▸ **Problem**
Go through the entries below line by line and tally those holding "middle"; write only the tally.

▸ **Records to use**
· · · ·
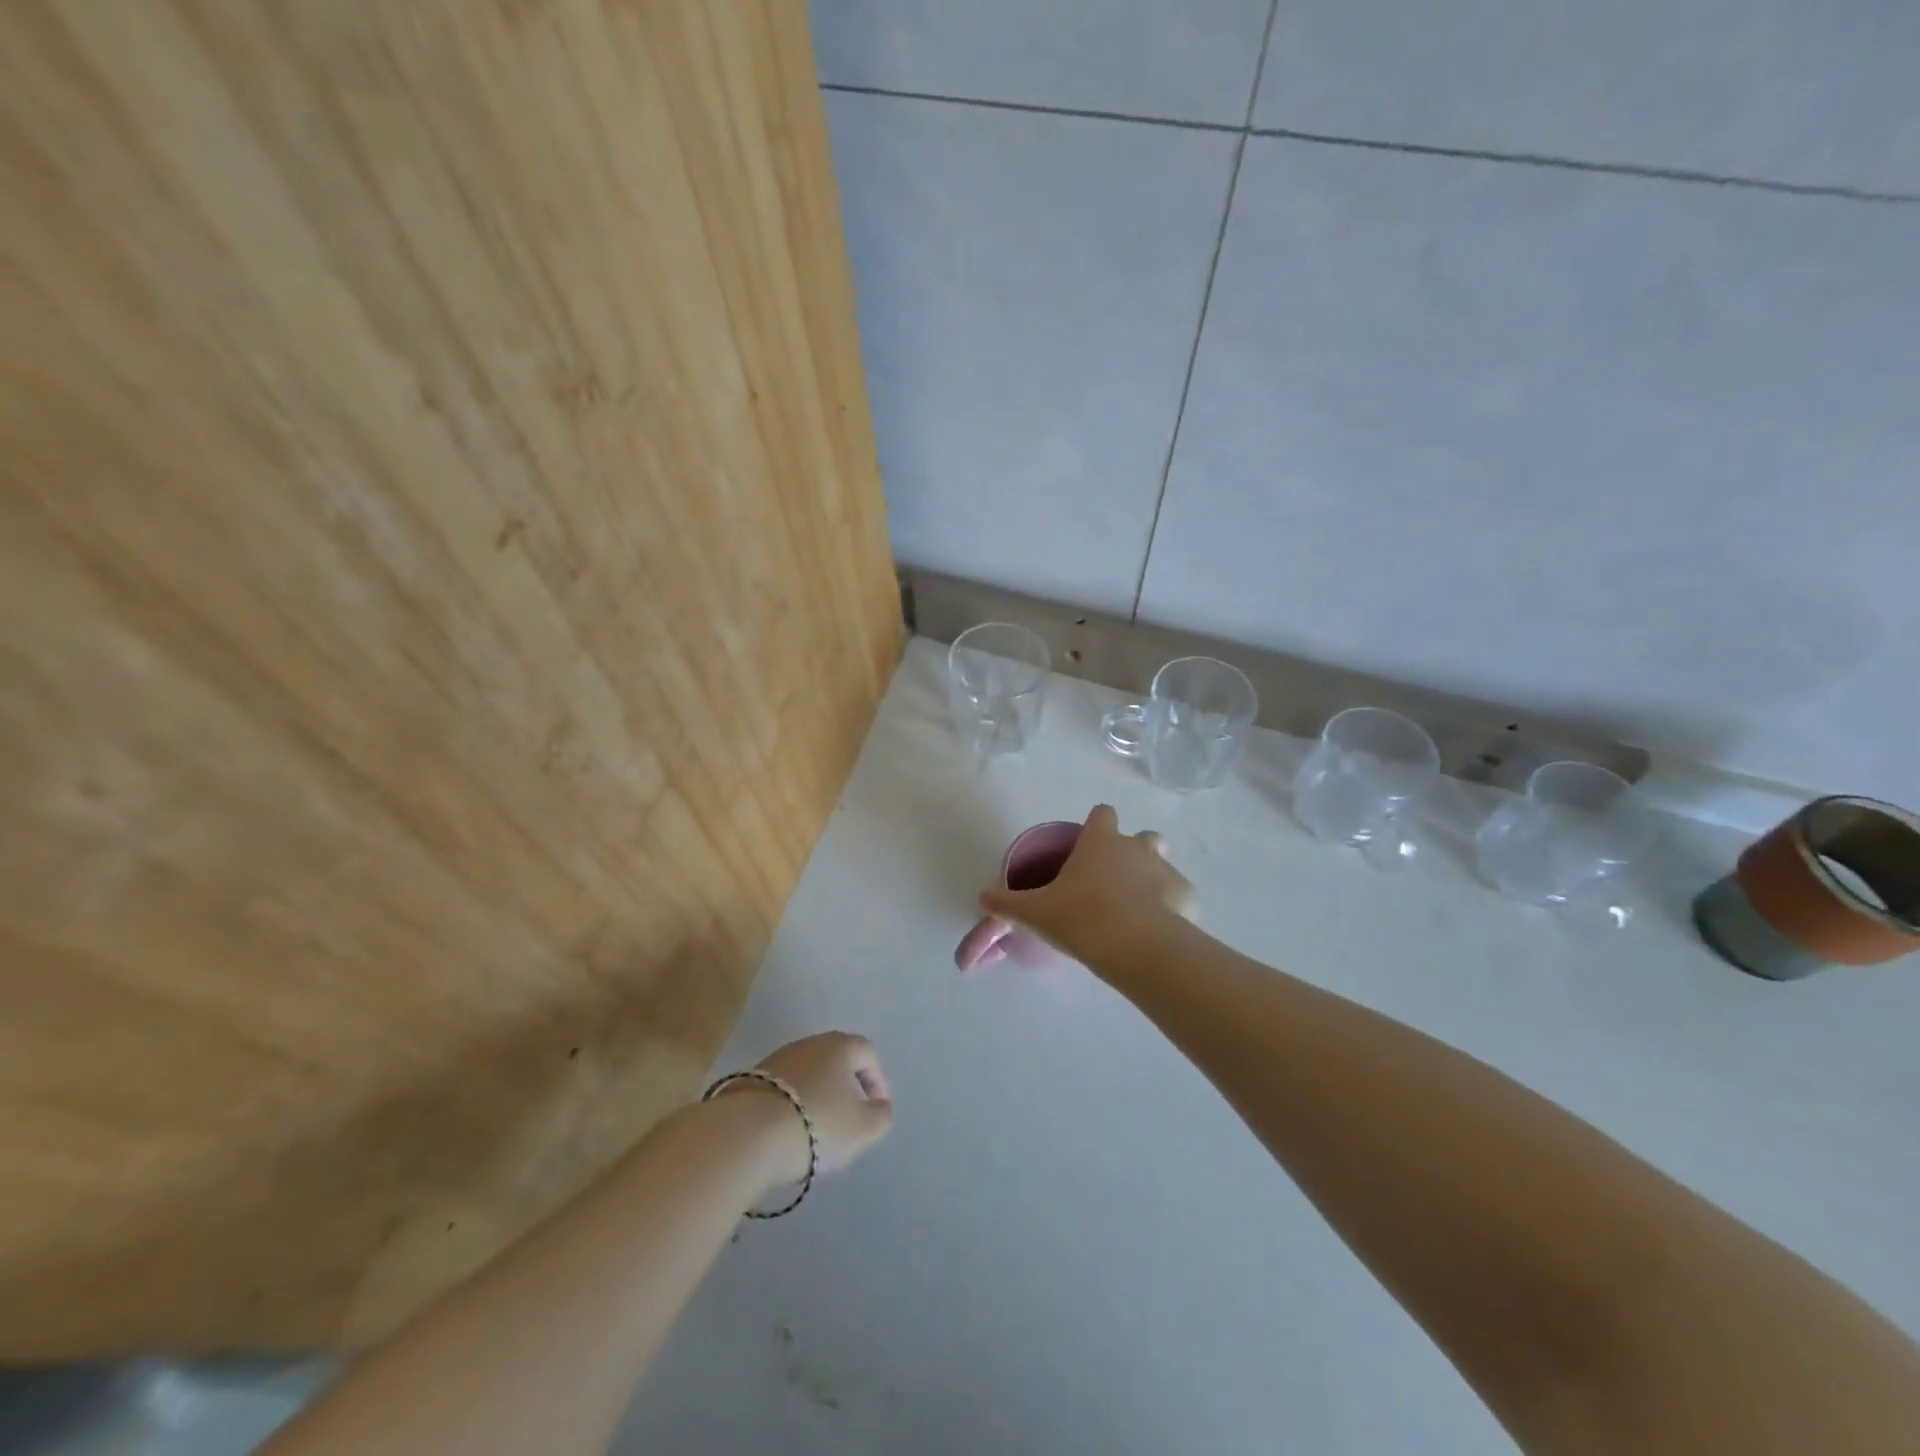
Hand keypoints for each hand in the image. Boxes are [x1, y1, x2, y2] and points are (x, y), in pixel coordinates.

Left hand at [717, 1031, 893, 1185]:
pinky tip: (787, 1131)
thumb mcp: (863, 1129)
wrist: (746, 1134)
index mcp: (840, 1046)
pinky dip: (791, 1105)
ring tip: (816, 1130)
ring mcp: (776, 1059)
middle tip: (848, 1118)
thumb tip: (879, 1106)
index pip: (867, 1053)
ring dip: (816, 1096)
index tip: (876, 1110)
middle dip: (845, 1086)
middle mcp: (809, 1043)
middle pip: (835, 1059)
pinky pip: (782, 1089)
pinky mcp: (750, 1079)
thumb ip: (880, 1116)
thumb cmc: (816, 1125)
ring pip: (807, 1073)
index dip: (877, 1080)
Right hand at [979, 804, 1194, 968]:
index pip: (1102, 814)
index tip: (1089, 847)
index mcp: (1100, 842)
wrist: (1136, 947)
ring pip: (1163, 863)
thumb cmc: (1081, 918)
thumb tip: (981, 898)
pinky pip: (1179, 897)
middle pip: (1142, 836)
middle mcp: (1136, 847)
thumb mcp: (1034, 912)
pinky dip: (1171, 909)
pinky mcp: (1187, 897)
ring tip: (1137, 909)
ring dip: (1153, 879)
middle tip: (1113, 882)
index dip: (1097, 826)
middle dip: (1133, 851)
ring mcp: (1166, 870)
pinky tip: (1158, 931)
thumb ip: (1007, 904)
· · · ·
▸ **Response below**
8